In terms of the underlying technology and the manufacturers behind them, the AI gold rush has attracted interest from every corner of the technology world. This has ranged from GPU and CPU companies to FPGA firms, custom ASIC markers, and more. There is a need for inference at the edge, inference at the cloud, training in the cloud – AI processing at every level, served by a variety of processors. But among all of these facets of AI, the most lucrative market of all is the market at the top of this hierarchy: the datacenter. Expansive, expensive, and still growing by leaps and bounds, the datacenter market is the ultimate feast or famine setup, as operators are looking to buy nothing short of massive quantities of discrete processors. And now, one of the last juggernauts to sit on the sidelines of the datacenter AI market is finally making its move: Qualcomm
This morning at their first Qualcomm AI Day, the 800lb gorilla of the mobile world announced that they are getting into the AI accelerator market, and in an aggressive way. At their event, Qualcomm announced their first discrete dedicated AI processors, the Qualcomm Cloud AI 100 family. Designed from the ground up for the AI market and backed by what Qualcomm is promising to be an extensive software stack, the company is throwing their hat into the ring for 2020, looking to establish themselves as a major vendor of AI inference accelerators for a hungry market.

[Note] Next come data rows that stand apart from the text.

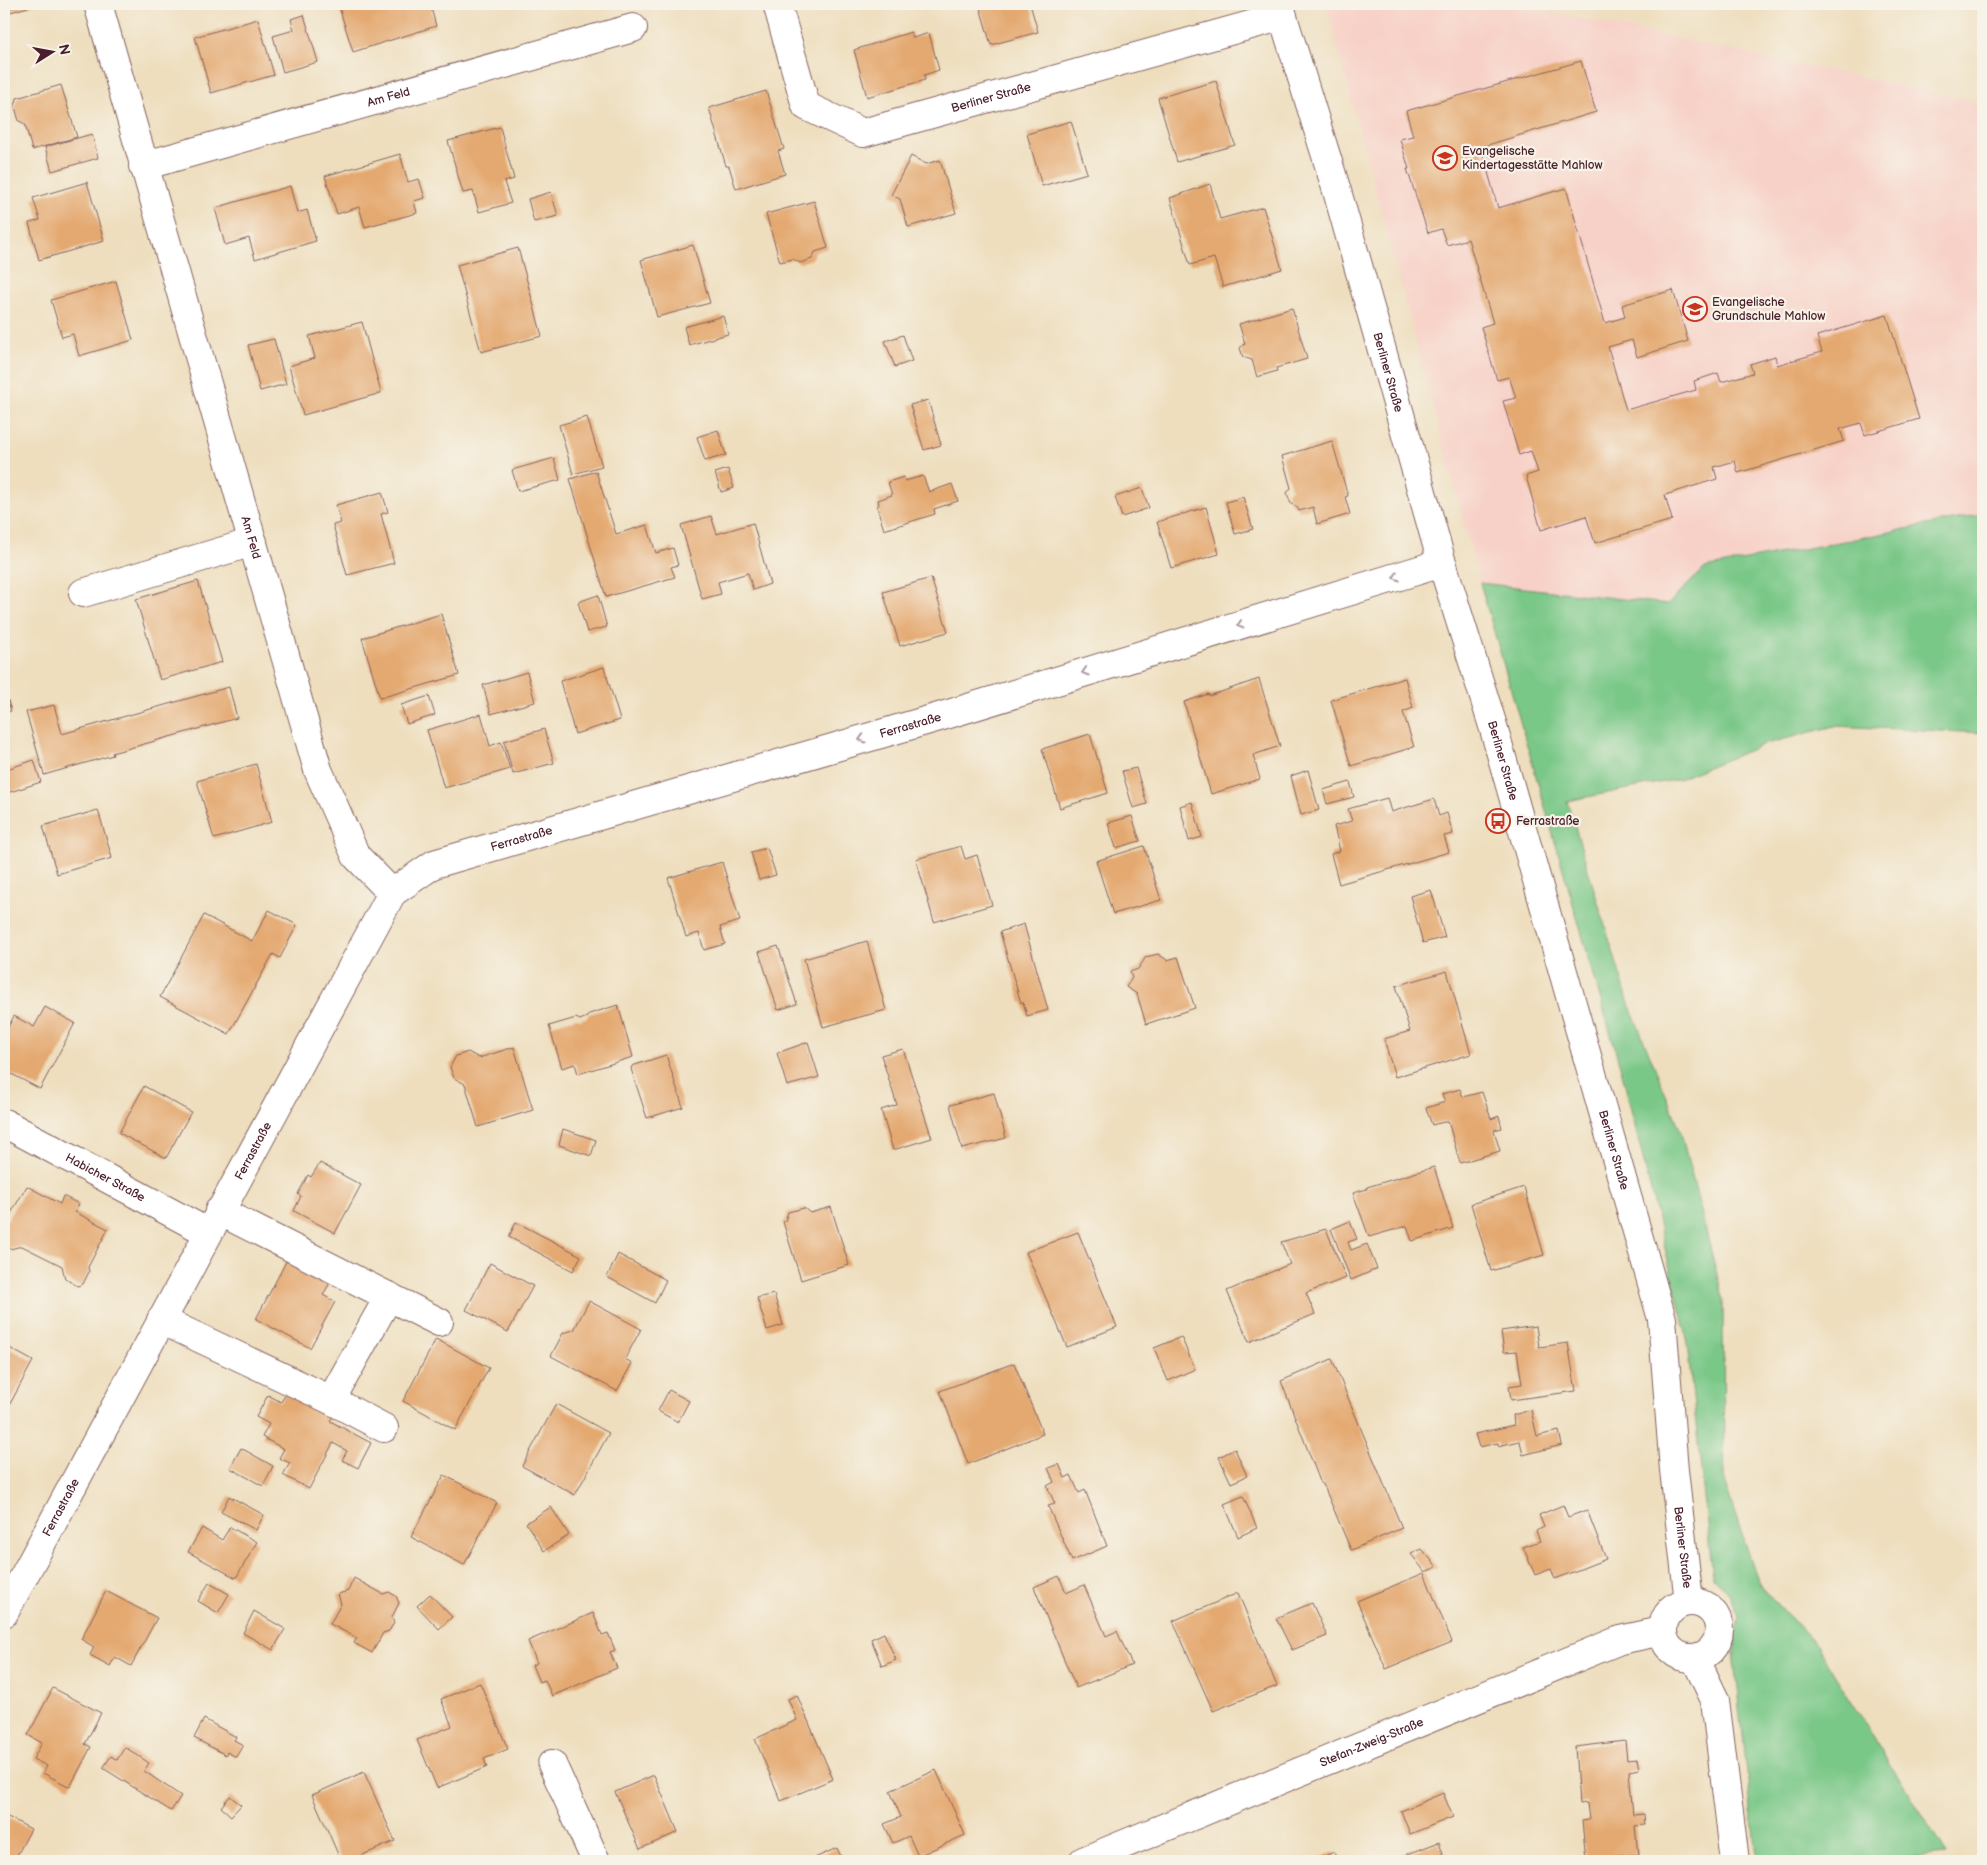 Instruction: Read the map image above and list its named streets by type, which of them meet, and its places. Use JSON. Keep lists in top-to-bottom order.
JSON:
{
  "streets": {
    "street": [
      "Am Feld",
      "Berliner Straße",
      "Ferrastraße",
      "Habicher Straße",
      "Stefan-Zweig-Straße"
    ]
  },
  "crossings": [
    ["Am Feld", "Ferrastraße"],
    ["Berliner Straße", "Ferrastraße"],
    ["Berliner Straße", "Stefan-Zweig-Straße"],
    ["Ferrastraße", "Habicher Straße"]
  ],
  "one_way": ["Ferrastraße"],
  "places": {
    "school or university": ["Evangelische Kindertagesstätte Mahlow", "Evangelische Grundschule Mahlow"],
    "bus stop": ["Ferrastraße"]
  },
  "north": "right"
}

But before we too far into things here, it’s probably best to start with some context for today’s announcement. What Qualcomm is announcing today is almost more of a teaser than a proper reveal – and certainly far from a technology disclosure. The Cloud AI 100 family of accelerators are products that Qualcomm is putting together for the 2020 timeframe, with samples going out later this year. In short, we’re probably still a good year out from commercial products shipping, so Qualcomm is playing things cool, announcing their efforts and their rationale behind them, but not the underlying technology. For now it’s about making their intentions known well in advance, especially to the big customers they are going to try to woo. But still, today’s announcement is an important one, as Qualcomm has made it clear that they are going in a different direction than the two juggernauts they’ll be competing with: NVIDIA and Intel.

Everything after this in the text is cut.